Recorded data:
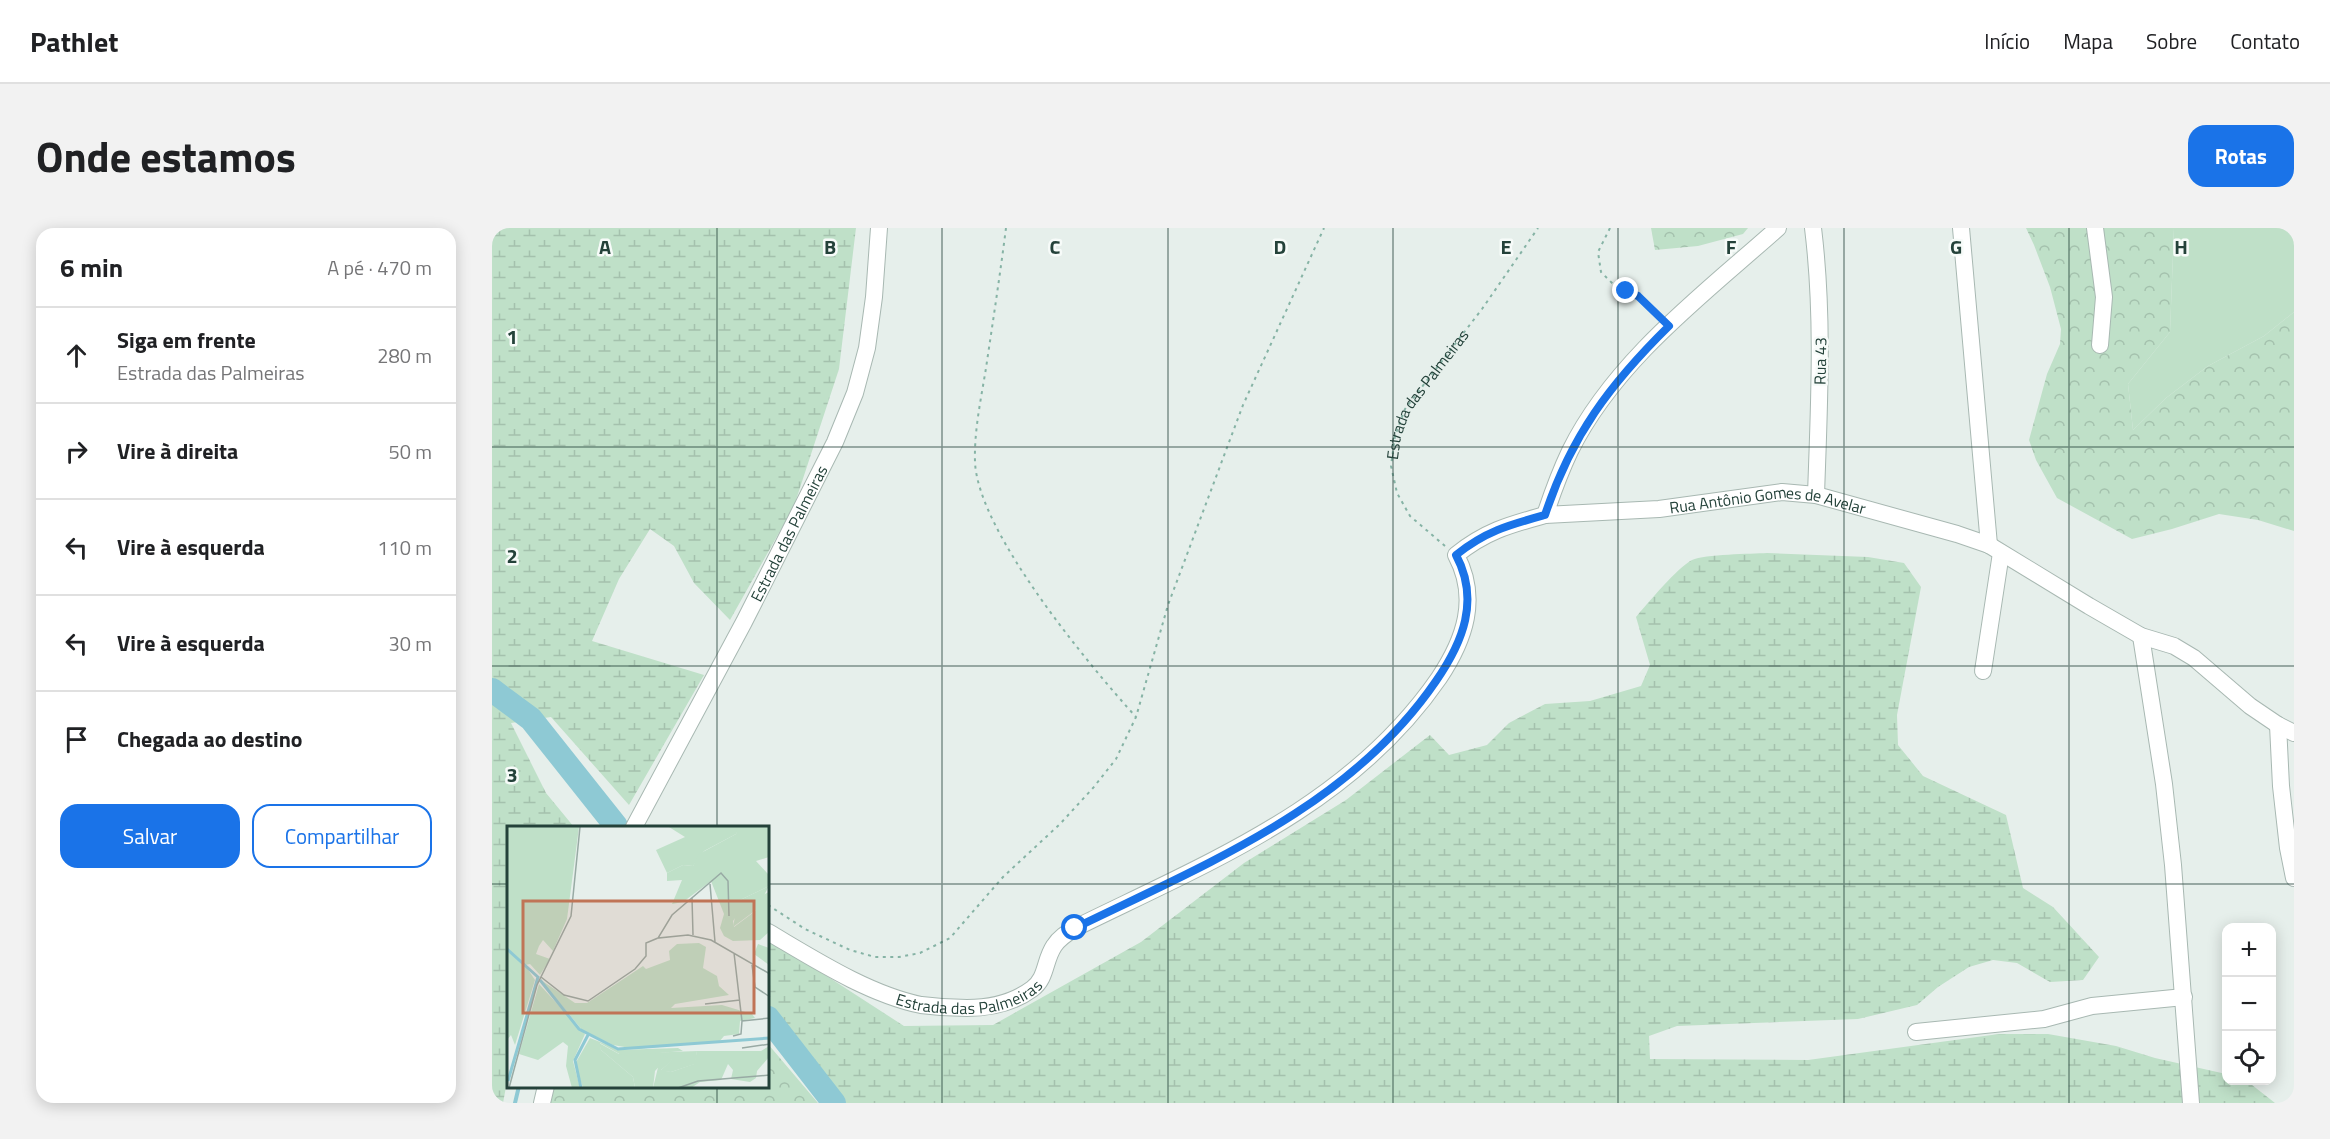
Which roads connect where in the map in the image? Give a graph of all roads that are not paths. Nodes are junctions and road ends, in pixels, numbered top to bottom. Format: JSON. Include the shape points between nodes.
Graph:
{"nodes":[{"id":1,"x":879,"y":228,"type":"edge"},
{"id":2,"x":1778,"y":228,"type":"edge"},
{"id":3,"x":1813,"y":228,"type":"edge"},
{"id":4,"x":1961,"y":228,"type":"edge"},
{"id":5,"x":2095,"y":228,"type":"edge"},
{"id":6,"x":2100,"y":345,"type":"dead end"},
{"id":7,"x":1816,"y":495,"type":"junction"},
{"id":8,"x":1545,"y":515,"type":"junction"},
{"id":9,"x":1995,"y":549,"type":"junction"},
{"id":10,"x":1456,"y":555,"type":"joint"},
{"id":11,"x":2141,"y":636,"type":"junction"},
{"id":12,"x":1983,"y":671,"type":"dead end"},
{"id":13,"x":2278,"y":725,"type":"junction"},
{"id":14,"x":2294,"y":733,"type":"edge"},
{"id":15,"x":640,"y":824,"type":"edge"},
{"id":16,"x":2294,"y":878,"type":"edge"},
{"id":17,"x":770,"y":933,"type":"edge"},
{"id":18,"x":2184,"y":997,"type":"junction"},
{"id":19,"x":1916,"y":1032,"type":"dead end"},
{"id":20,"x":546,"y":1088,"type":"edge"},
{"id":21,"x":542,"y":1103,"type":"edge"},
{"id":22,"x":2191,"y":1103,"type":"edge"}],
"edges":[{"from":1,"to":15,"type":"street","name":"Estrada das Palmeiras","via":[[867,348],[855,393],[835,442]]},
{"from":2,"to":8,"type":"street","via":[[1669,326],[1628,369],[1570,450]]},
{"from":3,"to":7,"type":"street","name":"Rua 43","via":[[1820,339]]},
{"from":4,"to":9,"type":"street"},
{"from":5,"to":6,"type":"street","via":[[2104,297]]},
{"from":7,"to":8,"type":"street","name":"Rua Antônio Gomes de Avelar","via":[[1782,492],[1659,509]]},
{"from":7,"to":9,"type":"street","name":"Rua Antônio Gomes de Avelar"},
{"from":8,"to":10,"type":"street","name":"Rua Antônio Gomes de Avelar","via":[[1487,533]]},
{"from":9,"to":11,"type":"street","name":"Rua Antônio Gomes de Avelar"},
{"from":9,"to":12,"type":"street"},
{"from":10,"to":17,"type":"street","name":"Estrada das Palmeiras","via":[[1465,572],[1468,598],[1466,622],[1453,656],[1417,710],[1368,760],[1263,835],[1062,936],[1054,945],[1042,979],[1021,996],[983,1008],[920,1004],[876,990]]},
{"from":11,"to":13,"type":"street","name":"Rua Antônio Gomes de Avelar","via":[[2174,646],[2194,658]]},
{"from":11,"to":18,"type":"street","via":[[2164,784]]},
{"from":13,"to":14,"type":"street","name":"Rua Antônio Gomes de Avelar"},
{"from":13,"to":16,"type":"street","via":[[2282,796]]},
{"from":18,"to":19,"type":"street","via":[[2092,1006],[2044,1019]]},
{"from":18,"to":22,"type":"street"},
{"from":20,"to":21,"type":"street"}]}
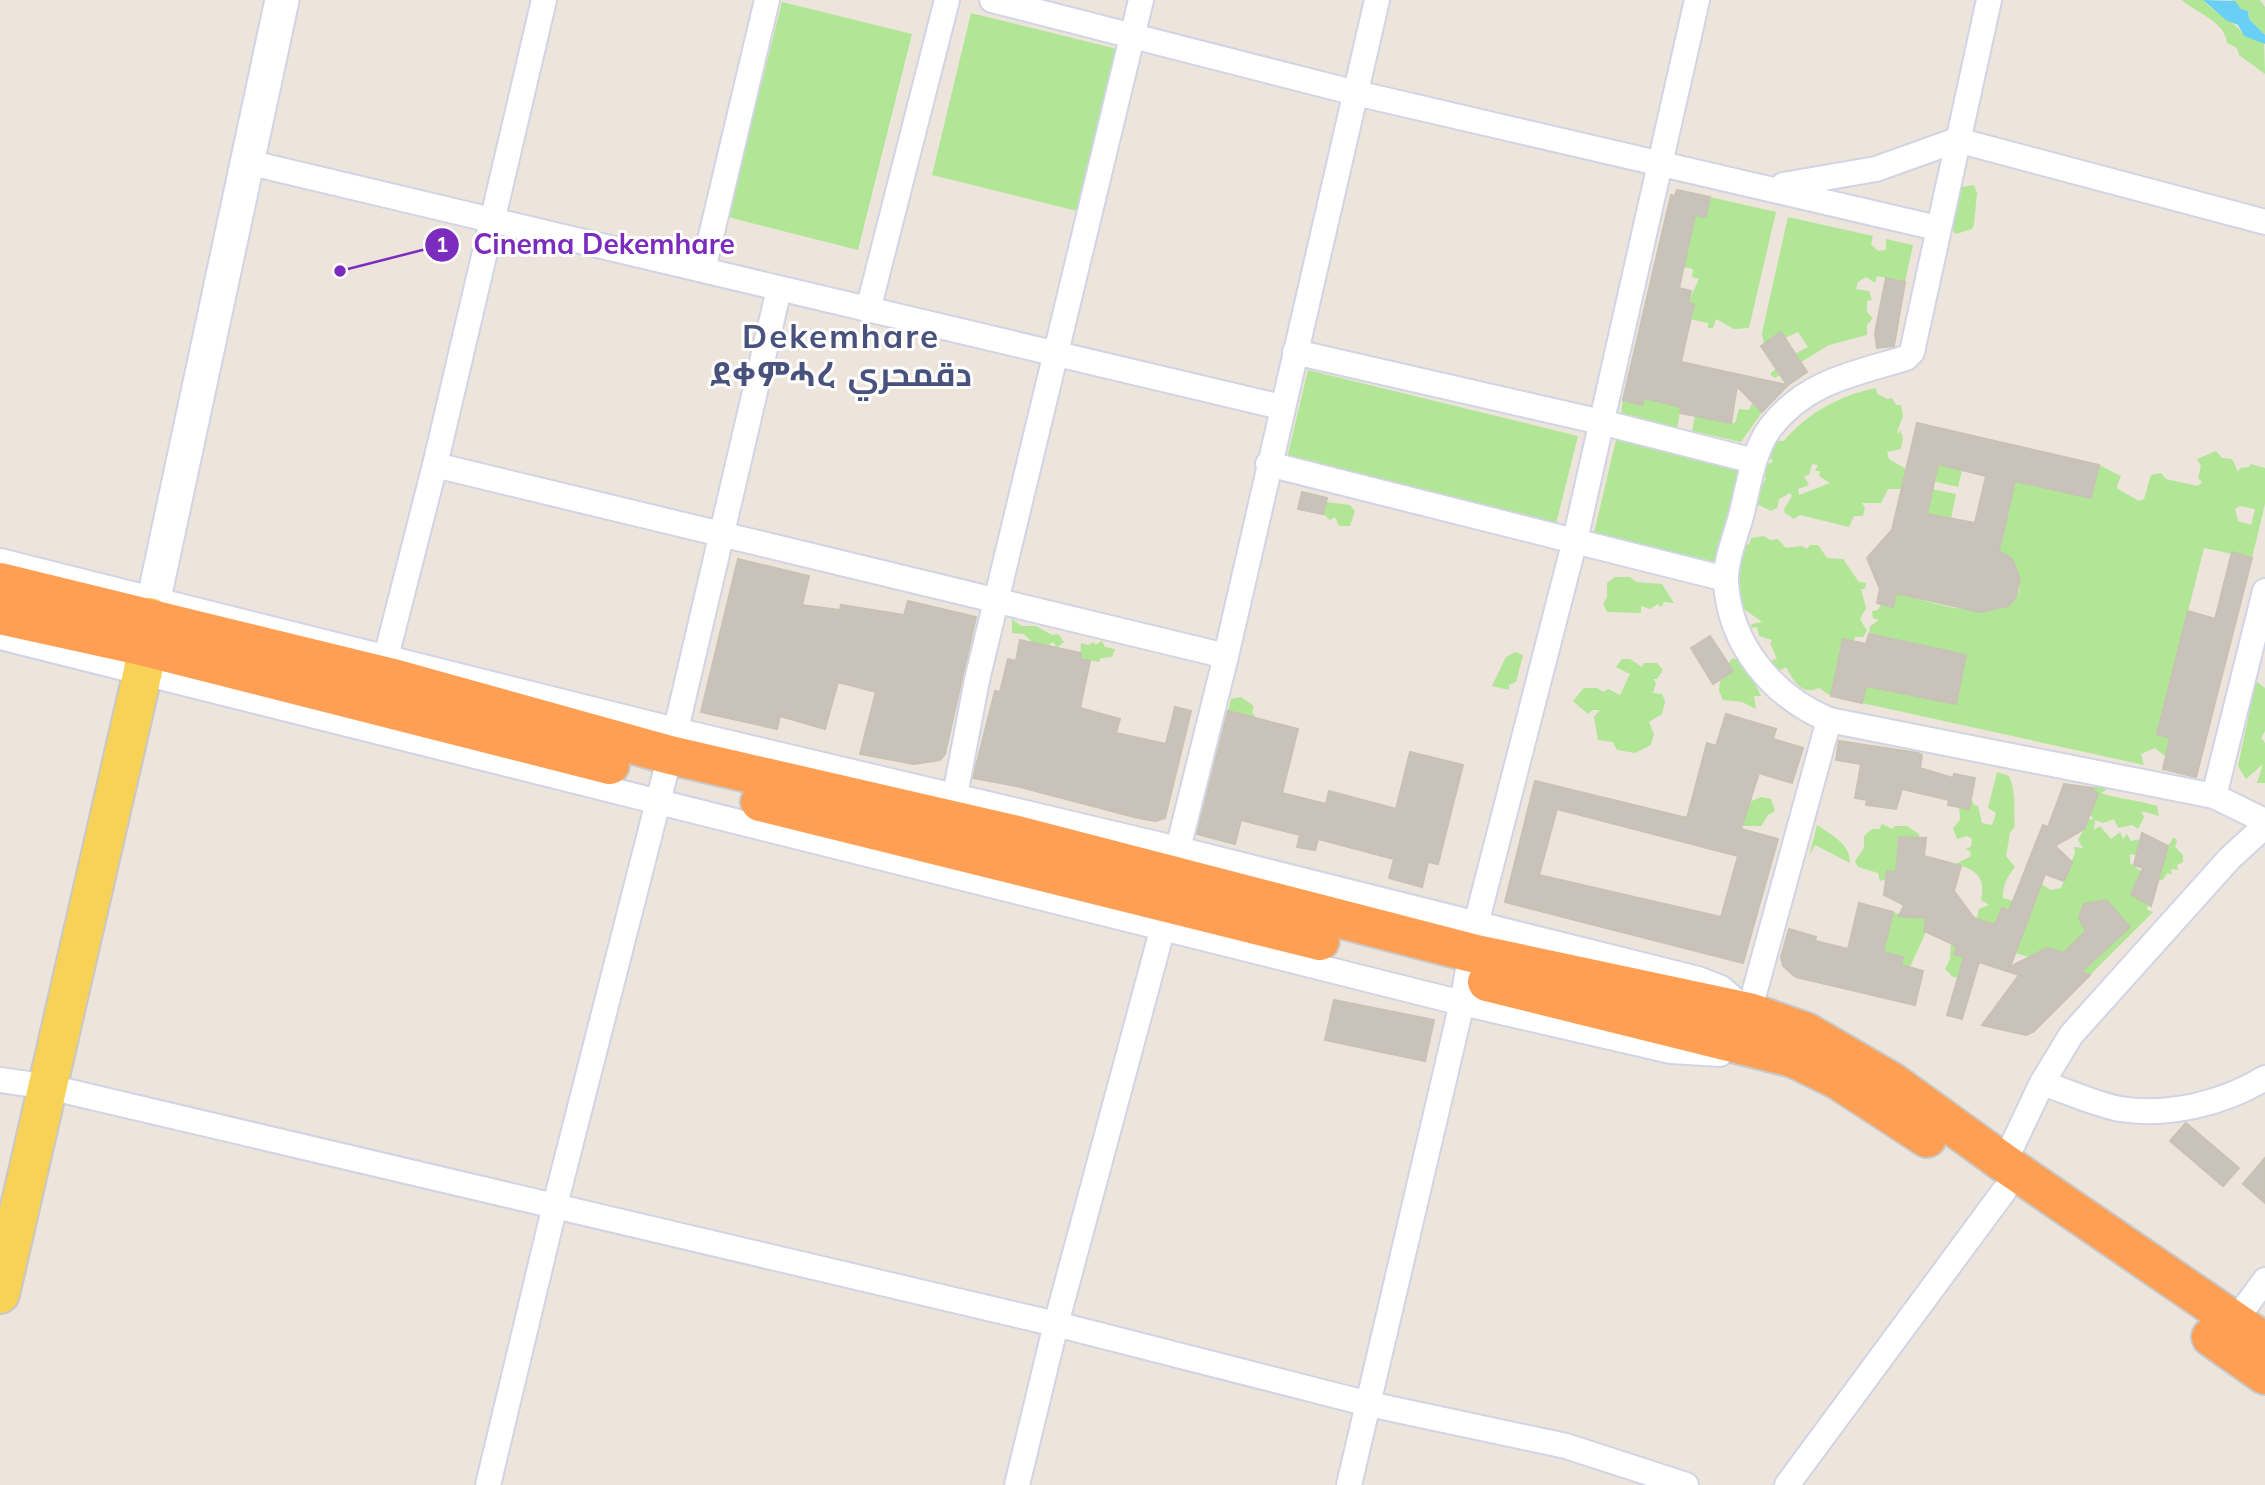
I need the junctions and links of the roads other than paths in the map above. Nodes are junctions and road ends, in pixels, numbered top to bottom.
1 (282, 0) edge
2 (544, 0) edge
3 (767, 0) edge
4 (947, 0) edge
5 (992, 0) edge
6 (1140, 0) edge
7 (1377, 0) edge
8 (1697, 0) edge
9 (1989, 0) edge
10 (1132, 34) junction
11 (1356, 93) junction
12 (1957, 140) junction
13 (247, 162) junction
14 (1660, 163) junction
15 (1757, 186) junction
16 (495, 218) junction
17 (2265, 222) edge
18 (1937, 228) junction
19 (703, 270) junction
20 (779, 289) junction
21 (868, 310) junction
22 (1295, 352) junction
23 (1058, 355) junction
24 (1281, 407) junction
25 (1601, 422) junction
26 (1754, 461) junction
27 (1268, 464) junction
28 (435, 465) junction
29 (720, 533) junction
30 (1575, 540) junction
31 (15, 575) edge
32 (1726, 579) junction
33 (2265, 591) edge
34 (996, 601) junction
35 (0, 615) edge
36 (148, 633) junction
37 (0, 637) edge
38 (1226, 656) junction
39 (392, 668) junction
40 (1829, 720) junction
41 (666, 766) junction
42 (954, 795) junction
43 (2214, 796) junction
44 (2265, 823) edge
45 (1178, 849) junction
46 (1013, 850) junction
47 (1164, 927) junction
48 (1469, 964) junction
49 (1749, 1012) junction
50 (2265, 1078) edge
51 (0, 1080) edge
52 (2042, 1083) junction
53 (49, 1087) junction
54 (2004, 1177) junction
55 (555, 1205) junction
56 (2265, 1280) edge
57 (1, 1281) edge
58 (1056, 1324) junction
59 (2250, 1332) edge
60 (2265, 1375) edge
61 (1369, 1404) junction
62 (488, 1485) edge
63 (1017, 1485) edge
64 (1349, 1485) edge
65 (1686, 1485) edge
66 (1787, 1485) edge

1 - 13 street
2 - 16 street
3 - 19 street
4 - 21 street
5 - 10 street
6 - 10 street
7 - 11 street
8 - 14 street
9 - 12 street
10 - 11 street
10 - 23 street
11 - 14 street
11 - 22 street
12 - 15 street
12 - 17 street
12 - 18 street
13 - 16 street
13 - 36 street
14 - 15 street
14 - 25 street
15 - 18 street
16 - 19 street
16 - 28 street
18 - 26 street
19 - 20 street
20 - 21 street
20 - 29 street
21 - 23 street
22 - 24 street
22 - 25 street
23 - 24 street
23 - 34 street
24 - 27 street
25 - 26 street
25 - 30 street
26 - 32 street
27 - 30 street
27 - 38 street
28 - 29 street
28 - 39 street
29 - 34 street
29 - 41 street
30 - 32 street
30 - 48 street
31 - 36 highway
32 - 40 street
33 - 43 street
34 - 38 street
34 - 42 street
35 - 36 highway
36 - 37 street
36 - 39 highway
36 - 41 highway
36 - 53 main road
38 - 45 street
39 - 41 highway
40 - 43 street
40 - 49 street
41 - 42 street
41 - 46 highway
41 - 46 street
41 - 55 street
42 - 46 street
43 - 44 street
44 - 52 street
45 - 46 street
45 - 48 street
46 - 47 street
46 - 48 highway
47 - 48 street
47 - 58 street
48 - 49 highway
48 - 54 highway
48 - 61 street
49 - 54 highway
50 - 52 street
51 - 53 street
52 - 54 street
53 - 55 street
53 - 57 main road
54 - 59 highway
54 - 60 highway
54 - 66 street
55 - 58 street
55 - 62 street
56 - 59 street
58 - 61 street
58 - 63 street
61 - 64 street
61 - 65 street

PROBLEM DESCRIPTION → Show every line of the records above that contains the word "Estrada".

REPLY →
"edges":[{"from":1,"to":15,"type":"street","name":"Estrada das Palmeiras","via":[[867,348],[855,393],[835,442]]},
{"from":10,"to":17,"type":"street","name":"Estrada das Palmeiras","via":[[1465,572],[1468,598],[1466,622],[1453,656],[1417,710],[1368,760],[1263,835],[1062,936],[1054,945],[1042,979],[1021,996],[983,1008],[920,1004],[876,990]]},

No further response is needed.